BEGIN Available data

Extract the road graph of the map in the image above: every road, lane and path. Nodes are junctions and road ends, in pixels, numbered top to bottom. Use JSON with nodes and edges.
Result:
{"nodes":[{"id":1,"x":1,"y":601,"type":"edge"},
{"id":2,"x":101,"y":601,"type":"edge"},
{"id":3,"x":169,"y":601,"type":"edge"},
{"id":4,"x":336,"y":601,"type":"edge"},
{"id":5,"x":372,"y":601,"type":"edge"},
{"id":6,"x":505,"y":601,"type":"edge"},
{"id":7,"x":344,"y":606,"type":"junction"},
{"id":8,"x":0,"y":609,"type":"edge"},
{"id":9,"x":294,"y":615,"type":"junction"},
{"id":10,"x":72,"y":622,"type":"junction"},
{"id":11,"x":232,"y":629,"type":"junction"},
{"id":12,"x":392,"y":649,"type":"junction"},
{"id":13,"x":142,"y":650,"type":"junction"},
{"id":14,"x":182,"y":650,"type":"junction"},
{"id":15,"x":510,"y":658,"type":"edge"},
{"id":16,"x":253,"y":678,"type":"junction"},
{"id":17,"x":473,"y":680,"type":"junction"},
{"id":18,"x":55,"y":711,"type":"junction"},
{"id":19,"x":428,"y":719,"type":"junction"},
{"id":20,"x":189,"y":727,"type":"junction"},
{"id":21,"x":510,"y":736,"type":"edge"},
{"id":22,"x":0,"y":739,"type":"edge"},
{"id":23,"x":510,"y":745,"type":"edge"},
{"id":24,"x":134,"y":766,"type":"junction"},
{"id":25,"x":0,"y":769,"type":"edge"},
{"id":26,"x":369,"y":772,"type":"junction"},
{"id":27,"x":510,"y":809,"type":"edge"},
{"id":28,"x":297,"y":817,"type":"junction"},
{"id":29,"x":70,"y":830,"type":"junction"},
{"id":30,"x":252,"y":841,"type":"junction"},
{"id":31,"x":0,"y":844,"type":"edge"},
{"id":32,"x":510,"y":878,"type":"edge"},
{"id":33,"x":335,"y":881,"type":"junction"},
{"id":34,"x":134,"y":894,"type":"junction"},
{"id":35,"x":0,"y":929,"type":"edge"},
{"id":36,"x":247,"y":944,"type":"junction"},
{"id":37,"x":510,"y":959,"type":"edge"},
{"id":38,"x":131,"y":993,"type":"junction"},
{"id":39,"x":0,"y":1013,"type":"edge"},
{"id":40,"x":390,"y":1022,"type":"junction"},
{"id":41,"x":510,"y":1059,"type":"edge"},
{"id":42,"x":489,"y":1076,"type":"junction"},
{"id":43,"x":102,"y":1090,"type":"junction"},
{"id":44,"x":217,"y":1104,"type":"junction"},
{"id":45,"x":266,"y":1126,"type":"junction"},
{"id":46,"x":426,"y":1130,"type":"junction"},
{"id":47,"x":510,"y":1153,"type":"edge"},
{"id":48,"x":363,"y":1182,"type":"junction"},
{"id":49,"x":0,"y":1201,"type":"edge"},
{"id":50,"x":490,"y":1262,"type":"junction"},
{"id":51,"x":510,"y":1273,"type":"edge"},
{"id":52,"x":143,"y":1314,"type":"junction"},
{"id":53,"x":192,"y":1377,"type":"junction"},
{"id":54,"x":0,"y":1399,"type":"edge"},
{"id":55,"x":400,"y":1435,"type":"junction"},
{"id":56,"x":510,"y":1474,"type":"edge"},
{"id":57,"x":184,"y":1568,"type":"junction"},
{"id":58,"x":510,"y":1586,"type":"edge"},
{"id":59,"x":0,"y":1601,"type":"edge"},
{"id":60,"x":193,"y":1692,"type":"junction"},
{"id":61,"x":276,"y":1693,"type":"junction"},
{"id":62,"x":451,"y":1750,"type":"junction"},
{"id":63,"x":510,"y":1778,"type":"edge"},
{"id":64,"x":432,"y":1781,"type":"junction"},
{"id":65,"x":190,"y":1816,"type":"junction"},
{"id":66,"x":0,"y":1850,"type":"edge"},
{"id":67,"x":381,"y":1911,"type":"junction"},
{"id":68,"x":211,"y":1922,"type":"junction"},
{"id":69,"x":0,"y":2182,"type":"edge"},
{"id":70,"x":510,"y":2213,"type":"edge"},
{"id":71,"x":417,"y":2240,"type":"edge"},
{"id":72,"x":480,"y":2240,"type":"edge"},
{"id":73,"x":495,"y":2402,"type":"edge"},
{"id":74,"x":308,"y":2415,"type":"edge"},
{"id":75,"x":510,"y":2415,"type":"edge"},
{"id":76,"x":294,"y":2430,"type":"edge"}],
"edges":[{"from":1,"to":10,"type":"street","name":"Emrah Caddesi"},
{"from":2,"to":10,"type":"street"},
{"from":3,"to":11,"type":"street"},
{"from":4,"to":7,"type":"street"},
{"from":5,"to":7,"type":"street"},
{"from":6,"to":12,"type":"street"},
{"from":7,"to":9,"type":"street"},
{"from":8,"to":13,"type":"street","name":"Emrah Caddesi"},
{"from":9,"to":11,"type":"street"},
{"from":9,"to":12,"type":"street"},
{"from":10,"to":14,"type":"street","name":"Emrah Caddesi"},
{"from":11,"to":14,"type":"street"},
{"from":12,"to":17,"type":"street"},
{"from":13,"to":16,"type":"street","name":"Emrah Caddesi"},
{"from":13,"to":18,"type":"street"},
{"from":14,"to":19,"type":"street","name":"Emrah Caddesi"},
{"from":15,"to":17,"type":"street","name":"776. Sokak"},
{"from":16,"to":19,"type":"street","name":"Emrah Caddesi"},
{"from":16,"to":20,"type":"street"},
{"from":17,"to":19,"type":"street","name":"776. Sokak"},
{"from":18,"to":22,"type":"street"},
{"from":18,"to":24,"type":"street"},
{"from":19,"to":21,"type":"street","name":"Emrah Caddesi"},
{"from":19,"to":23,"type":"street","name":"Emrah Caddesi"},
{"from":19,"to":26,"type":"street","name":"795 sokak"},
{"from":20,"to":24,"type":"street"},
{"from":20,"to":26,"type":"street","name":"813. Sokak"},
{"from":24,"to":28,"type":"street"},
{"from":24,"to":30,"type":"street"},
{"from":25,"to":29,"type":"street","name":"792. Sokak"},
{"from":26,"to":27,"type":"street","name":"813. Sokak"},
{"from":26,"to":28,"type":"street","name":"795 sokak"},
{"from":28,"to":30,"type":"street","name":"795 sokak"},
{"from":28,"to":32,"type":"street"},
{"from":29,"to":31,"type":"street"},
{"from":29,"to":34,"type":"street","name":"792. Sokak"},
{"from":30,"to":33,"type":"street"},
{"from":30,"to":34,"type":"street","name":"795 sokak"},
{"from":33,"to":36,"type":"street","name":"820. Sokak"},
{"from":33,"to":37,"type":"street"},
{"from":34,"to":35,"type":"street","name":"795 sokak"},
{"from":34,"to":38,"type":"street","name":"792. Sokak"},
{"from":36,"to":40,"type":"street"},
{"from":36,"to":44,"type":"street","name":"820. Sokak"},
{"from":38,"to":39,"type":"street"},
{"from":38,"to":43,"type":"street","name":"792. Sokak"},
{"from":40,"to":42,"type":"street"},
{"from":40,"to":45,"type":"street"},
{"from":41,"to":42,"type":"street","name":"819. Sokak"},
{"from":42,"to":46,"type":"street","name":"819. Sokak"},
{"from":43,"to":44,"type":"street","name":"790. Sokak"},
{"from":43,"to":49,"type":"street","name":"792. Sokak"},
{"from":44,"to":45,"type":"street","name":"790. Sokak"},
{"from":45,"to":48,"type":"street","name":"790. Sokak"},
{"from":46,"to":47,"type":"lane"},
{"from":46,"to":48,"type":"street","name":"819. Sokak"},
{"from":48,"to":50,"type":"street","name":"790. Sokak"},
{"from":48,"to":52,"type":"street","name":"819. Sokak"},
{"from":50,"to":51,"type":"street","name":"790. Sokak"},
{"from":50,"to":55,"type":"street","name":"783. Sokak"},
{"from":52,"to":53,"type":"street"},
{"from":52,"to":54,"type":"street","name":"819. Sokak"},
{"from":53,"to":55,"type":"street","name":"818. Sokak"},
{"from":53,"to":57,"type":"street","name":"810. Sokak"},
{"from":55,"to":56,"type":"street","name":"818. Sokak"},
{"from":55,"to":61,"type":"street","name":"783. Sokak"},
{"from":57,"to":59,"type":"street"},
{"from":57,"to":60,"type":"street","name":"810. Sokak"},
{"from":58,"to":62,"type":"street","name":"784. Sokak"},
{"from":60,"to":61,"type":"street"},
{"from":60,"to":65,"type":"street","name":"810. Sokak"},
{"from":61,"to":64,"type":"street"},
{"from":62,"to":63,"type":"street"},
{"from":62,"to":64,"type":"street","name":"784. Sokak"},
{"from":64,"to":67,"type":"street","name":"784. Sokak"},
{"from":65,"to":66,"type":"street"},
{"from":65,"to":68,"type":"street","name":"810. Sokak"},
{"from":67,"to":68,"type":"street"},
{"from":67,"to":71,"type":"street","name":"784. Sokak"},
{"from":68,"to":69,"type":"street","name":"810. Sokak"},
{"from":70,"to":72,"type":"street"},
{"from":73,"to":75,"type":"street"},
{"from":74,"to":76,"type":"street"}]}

END Available data

** Instructions for the task **
Would you please copy each line of the listing that contains the word "Emrah"?

** Your solution **
"edges":[{"from":1,"to":10,"type":"street","name":"Emrah Caddesi"},
{"from":8,"to":13,"type":"street","name":"Emrah Caddesi"},
{"from":10,"to":14,"type":"street","name":"Emrah Caddesi"},
{"from":13,"to":16,"type":"street","name":"Emrah Caddesi"},
{"from":14,"to":19,"type":"street","name":"Emrah Caddesi"},
{"from":16,"to":19,"type":"street","name":"Emrah Caddesi"},
{"from":19,"to":21,"type":"street","name":"Emrah Caddesi"},
{"from":19,"to":23,"type":"street","name":"Emrah Caddesi"},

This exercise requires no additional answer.